It is important to realize, however, that the basic scientific understanding of intermolecular interactions is still rather primitive. The ab initio prediction of the binding constant of a compound to a protein molecule is, in general, still far beyond current computational techniques and biophysical scientific precision, in large part because of the ubiquitous effects of water. Water molecules confound ab initio predictions in several ways;
- they compete with hydrogen bond donors and acceptors of both protein and ligand; they can mediate hydrogen bonds;
- they provide a large electrostatic screening effect;
- they are involved in van der Waals interactions with protein as well as inhibitor;
- they are the root cause of hydrophobic effects, the fundamental nature of which is still under considerable debate.
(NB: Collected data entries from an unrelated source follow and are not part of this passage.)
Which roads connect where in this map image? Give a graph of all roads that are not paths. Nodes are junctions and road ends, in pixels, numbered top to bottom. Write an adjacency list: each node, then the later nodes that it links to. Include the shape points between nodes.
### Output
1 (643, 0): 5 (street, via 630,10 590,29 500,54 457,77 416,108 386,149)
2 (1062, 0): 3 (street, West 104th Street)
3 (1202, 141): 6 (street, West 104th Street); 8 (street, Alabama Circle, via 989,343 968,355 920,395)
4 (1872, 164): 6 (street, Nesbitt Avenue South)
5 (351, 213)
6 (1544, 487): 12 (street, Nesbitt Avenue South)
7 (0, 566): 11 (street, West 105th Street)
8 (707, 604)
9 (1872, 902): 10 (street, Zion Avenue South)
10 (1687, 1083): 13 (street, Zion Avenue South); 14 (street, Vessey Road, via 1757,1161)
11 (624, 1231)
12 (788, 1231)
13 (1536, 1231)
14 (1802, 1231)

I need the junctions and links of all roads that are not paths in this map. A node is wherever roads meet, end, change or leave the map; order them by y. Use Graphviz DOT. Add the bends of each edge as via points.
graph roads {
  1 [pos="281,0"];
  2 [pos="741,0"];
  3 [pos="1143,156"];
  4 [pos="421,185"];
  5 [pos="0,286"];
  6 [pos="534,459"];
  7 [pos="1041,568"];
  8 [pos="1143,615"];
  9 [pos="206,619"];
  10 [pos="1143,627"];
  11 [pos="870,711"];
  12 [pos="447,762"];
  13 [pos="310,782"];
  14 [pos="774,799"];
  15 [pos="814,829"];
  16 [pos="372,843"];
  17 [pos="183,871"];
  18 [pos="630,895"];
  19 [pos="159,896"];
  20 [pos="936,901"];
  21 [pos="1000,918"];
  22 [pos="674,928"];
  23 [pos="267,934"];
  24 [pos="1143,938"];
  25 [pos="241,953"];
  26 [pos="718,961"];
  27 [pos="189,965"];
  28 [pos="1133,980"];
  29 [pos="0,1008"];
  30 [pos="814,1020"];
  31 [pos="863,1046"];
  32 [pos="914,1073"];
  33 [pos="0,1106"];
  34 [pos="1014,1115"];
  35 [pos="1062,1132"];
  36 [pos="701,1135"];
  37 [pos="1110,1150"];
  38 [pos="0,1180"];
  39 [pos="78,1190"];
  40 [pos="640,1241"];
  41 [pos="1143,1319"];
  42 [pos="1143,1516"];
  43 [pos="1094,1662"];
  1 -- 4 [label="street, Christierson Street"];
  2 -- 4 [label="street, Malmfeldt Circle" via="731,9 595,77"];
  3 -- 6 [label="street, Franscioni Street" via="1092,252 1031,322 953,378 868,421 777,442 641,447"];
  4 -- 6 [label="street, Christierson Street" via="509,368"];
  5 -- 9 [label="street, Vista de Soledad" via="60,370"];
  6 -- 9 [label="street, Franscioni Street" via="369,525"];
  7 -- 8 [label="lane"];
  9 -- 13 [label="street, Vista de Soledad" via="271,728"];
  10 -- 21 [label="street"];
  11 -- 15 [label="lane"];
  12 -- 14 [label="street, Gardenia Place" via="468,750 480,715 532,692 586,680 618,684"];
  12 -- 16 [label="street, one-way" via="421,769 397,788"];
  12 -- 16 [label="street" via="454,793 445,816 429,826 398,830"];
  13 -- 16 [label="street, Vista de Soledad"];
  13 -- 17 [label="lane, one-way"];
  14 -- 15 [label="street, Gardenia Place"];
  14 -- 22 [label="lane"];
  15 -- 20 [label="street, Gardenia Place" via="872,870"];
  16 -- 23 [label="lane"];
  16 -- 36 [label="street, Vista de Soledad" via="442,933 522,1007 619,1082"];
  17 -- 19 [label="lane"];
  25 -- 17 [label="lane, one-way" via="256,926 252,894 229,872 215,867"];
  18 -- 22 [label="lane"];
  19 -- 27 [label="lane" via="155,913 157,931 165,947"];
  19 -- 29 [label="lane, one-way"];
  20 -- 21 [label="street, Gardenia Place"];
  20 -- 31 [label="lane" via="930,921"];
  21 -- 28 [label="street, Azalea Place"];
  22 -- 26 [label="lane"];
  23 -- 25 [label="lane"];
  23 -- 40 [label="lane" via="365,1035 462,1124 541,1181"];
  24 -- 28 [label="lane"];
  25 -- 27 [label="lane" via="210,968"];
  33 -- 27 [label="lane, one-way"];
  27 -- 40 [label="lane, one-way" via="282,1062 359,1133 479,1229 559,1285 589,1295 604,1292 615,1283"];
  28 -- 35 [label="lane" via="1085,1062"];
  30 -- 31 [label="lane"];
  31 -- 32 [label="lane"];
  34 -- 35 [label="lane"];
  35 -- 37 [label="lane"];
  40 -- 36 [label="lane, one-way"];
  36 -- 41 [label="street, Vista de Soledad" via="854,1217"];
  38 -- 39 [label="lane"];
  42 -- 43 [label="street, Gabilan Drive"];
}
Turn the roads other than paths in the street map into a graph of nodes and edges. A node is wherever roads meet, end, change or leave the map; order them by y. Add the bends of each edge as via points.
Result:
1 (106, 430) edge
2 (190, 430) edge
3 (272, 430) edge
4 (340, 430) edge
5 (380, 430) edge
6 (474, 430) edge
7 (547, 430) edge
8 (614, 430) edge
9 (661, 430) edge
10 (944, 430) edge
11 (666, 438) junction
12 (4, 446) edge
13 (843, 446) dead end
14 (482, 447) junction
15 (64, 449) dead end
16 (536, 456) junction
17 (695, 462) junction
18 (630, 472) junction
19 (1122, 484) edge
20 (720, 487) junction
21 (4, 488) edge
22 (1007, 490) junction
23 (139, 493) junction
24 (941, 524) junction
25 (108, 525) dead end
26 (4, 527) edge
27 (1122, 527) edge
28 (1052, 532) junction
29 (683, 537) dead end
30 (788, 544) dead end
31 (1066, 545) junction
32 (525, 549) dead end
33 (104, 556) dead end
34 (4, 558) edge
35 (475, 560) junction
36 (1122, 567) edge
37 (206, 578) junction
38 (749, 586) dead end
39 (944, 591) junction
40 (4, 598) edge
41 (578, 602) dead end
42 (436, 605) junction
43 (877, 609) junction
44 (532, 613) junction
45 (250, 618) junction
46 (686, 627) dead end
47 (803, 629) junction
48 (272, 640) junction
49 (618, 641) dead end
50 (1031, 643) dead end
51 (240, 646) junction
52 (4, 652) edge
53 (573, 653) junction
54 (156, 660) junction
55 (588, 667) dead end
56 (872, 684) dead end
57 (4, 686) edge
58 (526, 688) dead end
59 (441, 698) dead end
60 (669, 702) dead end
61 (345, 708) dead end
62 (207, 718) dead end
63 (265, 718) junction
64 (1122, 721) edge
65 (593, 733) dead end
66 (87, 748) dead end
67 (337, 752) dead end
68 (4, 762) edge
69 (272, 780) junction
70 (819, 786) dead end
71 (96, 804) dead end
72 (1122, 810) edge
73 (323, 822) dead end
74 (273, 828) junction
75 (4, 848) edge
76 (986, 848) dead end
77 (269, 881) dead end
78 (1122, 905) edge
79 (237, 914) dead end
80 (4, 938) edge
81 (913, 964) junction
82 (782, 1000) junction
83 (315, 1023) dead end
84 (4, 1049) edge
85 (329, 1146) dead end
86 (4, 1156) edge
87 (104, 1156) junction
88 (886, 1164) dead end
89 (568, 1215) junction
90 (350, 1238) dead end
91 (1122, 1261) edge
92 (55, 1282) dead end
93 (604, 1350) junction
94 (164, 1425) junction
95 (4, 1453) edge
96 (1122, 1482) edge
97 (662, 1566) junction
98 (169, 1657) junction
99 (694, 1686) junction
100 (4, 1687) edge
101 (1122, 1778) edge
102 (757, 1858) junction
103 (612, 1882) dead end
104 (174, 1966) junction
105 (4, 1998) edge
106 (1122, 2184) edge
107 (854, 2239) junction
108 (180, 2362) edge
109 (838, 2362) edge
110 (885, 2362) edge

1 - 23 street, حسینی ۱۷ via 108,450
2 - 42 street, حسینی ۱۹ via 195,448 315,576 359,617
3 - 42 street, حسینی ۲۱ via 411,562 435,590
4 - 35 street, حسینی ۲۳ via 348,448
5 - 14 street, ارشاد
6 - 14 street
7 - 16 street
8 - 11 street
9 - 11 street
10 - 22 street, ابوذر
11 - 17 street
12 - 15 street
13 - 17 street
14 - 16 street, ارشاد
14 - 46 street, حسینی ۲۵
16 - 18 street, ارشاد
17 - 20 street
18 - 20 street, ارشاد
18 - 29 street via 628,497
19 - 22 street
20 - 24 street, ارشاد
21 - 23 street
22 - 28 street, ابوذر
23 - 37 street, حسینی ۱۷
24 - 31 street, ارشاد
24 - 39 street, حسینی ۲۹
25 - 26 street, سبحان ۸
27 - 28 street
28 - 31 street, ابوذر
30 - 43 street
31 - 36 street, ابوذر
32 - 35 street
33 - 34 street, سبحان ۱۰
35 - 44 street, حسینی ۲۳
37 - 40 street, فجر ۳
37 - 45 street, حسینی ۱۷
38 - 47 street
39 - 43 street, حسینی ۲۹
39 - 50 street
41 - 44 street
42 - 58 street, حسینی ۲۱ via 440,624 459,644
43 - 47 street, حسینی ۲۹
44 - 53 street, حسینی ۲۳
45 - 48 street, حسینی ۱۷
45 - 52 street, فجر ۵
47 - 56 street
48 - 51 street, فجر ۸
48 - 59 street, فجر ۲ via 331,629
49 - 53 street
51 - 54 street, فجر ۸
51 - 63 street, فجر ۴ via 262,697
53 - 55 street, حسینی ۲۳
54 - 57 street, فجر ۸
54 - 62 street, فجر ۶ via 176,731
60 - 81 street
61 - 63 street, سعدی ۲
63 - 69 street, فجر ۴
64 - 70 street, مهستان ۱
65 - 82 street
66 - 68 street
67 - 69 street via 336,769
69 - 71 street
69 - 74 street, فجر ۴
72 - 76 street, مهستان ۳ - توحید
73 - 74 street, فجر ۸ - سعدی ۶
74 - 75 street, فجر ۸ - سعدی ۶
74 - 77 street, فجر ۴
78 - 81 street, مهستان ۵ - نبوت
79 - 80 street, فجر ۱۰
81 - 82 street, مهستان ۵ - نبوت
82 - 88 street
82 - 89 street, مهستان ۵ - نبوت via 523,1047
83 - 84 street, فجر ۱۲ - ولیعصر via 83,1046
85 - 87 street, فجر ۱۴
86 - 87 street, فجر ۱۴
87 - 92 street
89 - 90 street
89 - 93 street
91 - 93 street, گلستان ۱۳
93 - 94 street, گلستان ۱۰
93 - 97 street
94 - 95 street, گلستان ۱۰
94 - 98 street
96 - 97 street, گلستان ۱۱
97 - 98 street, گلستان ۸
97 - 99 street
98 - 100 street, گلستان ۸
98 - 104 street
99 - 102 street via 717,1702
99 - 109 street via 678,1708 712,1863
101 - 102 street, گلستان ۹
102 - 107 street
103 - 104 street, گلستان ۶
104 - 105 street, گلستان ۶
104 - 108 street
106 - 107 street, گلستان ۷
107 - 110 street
A second problem is the correct description of the charge distribution on protein and ligand. Not only is it difficult to arrive at 'true' partial atomic charges but, due to polarization effects, the charge distribution of a ligand is different in solution from that seen when it is bound to a protein molecule. In addition, there is the problem of flexibility - of both protein and ligand - so that the configuration space that is accessible to the molecular system is so large that it becomes difficult to generate a representative ensemble necessary for the calculation of free energies.
Our imperfect understanding of intermolecular interactions coupled with the large number of degrees of freedom, makes it crucial that the protein structure-based drug design process be a tightly integrated, multidisciplinary activity where the intuition of the medicinal chemist is combined with the expertise of the protein structure specialist and the computational molecular modeler.